StanbicIBTC, CSL lead 8 others in N1.21trillion transactions.


The duo of StanbicIBTC and the CSL stockbrokers have led eight others on the Nigeria Stock Exchange (NSE) to trade N1.21 trillion worth of equities transaction in 11 months.

This amount was recorded in 11 months of this year, giving the 10 firms 67.38 percent of the total value of stock transactions traded between January and November this year.

The remaining eight are Rencap Securities (Nigeria) Limited, EFCP Limited, Chapel Hell Denham Securities Limited and FBN Securities Limited.

Others are Vetiva Securities, African Alliance Stockbrokers Ltd and A.R.M Securities Limited and APEL Asset Limited.

There are about 241 active stockbroking firms operating in the NSE.

Exclusively details of the transaction made available to InsideBusiness shows that between January and November, 2015, Stanbic IBTC Stock brokers Limited accounted for N248.28 billion worth of transactions or 13.87 per cent of the N1.21 trillion traded by the 10 firms.

CSL Stockbrokers Limited accounted for N231.35 billion or 12.92 per cent, Rencap Securities (Nigeria) Limited N193.9 billion or 10.83 per cent, EFCP Limited N150 billion or 8.38 per cent and Chapel Hell Denham Securities Limited N90.8 billion, worth of deals or 5.07 per cent value of transactions.

On the other hand, FBN Securities Limited accounted for N89 billion or 4.97per cent; Vetiva Securities recorded N56.19 billion or 3.14 per cent, while African Alliance Stockbrokers Ltd traded N 51.3 billion worth deals or 2.87 per cent.

A.R.M Securities Limited also made the top players league controlling about N49.4 billion worth of transactions or 2.76 per cent, while APEL Asset Limited traded N 45.6 billion worth of shares or 2.55 per cent of the N1.21 trillion worth of deals by the big players.

InsideBusiness’ findings reveal that the firms’ transactions were from inflow of Foreign Portfolio Investors (FPIs), local institutional investors and equity exposure in mutual funds.
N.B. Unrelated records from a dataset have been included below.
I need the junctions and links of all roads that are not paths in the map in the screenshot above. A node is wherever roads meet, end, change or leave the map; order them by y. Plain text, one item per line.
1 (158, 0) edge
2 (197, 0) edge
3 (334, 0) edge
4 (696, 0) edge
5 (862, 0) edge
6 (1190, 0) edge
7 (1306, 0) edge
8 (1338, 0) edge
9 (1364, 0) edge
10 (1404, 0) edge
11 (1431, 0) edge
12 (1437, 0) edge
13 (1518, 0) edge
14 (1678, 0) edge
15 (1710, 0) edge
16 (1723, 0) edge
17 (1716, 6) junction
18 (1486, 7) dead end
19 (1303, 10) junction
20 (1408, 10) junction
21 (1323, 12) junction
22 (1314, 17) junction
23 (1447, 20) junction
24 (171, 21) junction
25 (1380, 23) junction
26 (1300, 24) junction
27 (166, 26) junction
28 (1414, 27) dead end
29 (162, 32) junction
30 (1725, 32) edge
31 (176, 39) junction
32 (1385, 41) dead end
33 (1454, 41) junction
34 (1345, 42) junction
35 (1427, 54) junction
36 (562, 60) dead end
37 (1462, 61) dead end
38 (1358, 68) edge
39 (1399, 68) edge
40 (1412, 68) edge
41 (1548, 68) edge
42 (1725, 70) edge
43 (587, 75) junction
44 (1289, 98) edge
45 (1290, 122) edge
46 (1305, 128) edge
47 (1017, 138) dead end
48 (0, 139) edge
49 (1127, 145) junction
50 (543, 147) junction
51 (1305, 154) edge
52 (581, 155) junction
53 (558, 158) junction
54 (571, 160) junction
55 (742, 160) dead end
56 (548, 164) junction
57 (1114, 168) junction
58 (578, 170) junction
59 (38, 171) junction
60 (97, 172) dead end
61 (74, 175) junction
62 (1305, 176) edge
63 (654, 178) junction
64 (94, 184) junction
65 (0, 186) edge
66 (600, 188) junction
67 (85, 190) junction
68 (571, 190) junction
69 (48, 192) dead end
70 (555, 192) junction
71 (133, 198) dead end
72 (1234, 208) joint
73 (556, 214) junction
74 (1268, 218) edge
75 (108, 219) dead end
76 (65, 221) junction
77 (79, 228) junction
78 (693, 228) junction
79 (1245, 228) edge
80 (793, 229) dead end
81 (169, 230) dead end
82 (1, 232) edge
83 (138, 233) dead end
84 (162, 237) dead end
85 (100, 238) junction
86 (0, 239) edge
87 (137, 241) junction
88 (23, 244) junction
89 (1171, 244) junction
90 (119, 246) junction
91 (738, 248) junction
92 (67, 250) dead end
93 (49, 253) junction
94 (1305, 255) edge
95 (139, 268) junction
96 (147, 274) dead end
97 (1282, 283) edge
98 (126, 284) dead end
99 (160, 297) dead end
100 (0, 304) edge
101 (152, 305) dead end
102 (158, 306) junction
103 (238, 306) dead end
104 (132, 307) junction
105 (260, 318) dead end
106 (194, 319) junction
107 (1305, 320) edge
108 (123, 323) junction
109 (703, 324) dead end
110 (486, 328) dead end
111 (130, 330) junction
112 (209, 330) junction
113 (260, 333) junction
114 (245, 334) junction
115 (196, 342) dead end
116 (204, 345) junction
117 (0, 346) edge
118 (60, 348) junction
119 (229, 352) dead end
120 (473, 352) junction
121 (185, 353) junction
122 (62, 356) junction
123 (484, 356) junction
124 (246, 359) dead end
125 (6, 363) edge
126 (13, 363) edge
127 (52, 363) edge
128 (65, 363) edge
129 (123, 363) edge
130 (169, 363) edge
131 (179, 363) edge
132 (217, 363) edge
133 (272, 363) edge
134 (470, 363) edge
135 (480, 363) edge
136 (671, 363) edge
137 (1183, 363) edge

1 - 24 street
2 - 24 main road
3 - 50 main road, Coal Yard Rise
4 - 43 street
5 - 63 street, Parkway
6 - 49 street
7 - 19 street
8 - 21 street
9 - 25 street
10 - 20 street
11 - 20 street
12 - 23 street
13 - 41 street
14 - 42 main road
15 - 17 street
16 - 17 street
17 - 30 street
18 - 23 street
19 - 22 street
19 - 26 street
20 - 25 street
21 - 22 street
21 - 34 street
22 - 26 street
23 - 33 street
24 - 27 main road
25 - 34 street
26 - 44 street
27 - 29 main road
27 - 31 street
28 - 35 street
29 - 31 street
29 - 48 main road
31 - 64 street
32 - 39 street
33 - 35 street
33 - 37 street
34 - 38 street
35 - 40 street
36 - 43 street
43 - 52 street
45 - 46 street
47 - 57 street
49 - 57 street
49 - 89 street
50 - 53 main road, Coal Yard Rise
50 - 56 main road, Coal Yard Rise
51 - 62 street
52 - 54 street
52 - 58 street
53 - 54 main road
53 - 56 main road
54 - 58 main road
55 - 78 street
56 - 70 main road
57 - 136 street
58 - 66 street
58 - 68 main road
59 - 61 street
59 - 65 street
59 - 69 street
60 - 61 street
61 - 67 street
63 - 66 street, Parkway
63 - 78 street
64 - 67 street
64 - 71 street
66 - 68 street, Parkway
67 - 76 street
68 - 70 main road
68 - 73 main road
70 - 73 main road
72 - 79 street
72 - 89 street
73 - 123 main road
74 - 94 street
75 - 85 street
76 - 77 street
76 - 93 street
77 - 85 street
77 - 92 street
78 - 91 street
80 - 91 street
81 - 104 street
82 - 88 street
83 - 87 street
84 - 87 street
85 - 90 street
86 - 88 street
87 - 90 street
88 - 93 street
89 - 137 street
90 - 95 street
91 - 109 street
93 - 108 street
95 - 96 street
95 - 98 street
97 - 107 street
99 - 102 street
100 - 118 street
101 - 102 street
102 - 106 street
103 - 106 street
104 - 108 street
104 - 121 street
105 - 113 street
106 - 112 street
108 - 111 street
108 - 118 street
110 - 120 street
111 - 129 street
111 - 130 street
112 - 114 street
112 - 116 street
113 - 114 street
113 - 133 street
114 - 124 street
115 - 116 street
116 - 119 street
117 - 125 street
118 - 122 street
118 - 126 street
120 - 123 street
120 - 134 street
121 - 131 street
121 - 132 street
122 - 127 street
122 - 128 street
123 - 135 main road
Their major clients are foreign portfolio investors, while a few of them have significant equity exposure through their collective Investment Schemes (CIS) or mutual funds through which they access trading volumes weekly.

Before now, analysts have noted that these companies have some of the most diversified portfolio of clients which others envy.
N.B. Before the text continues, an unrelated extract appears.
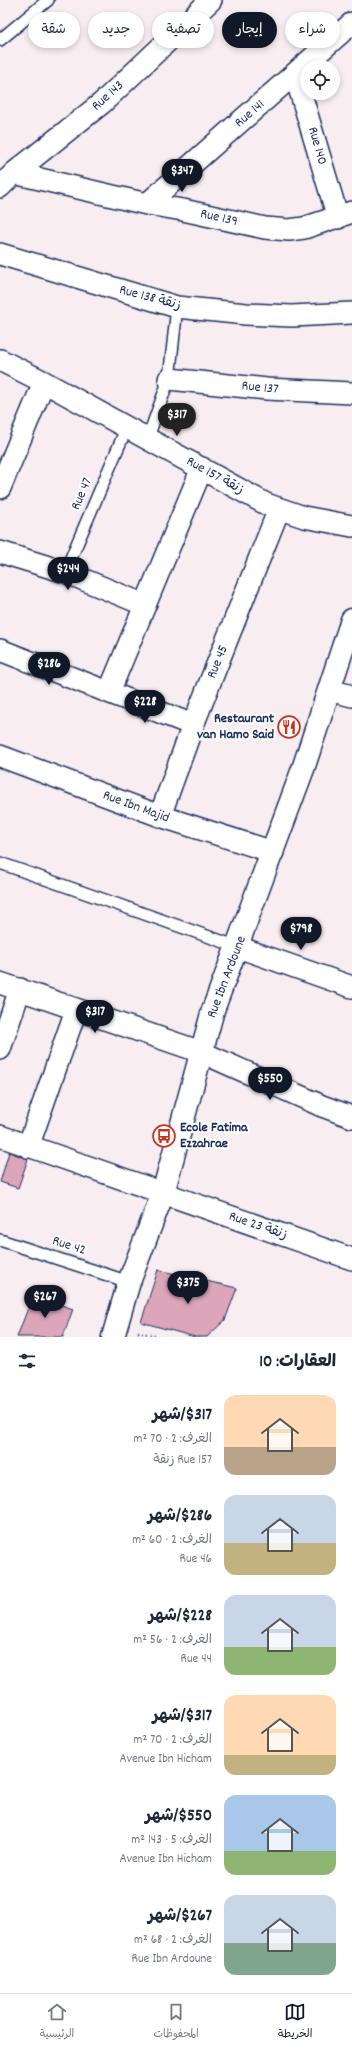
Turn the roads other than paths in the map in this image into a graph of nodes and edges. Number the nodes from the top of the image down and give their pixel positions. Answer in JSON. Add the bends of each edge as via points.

The activities of these big stockbroking firms have made the market tilt towards oligopoly- a market dominated by few buyers and sellers who create room for a sort of imperfect competition, in order to accrue greater revenue and market share.

Analysts disclosed that in addition to being the biggest trading houses for FPIs, they also play big among the local institutional and high net-worth investors.

Meanwhile, SEC recently mandated Capital Market Operators (CMOs) to comply with new minimum capital requirement at which over 97 per cent complied.

The final list of CMOs that met the deadline represents 437 out of the  total 449 registered capital market operators published after the necessary capital verification that was conducted on September 30,2015 deadline.

The apex capital market operators on its website listed four operators processing merger applications approvals and court sanctioning. Findings by our correspondent revealed that 30 Brokers and 174 Broker/Dealers have complied.

.The apex regulator of the nation’s capital market increased minimum capital base for broker/dealer by 329 per cent from the existing N70 million to N300 million. A broking firm which operated with capital base of N40 million, now has N200 million, representing an increase of 400 per cent.

While the minimum capital for dealer was raised by 233 per cent from N30 to N100 million, that of issuing houses (facilitators of new issues in the primary market) was increased to N200 million from N150 million.
The capital requirement for a company to underwrite issues was also raised from N100 to N200 million, just as share registration companies now have to raise their capital base from N50 to N150 million.

The minimum capital for corporate investment advisers was however retained at N5 million, unlike individual investment advisers who would only operate with a 300 per cent hike in capital base from N500,000 to N2 million.

To facilitate the smooth implementation of the new minimum capital requirements for operators, the CMC set up a market-wide “Implementation Committee on New Minimum Capital Requirement for CMOs,” comprising the SEC, Nigerian Stock Exchange (NSE), Central Securities Clearing System (CSCS), ASHON and all other capital market trade groups.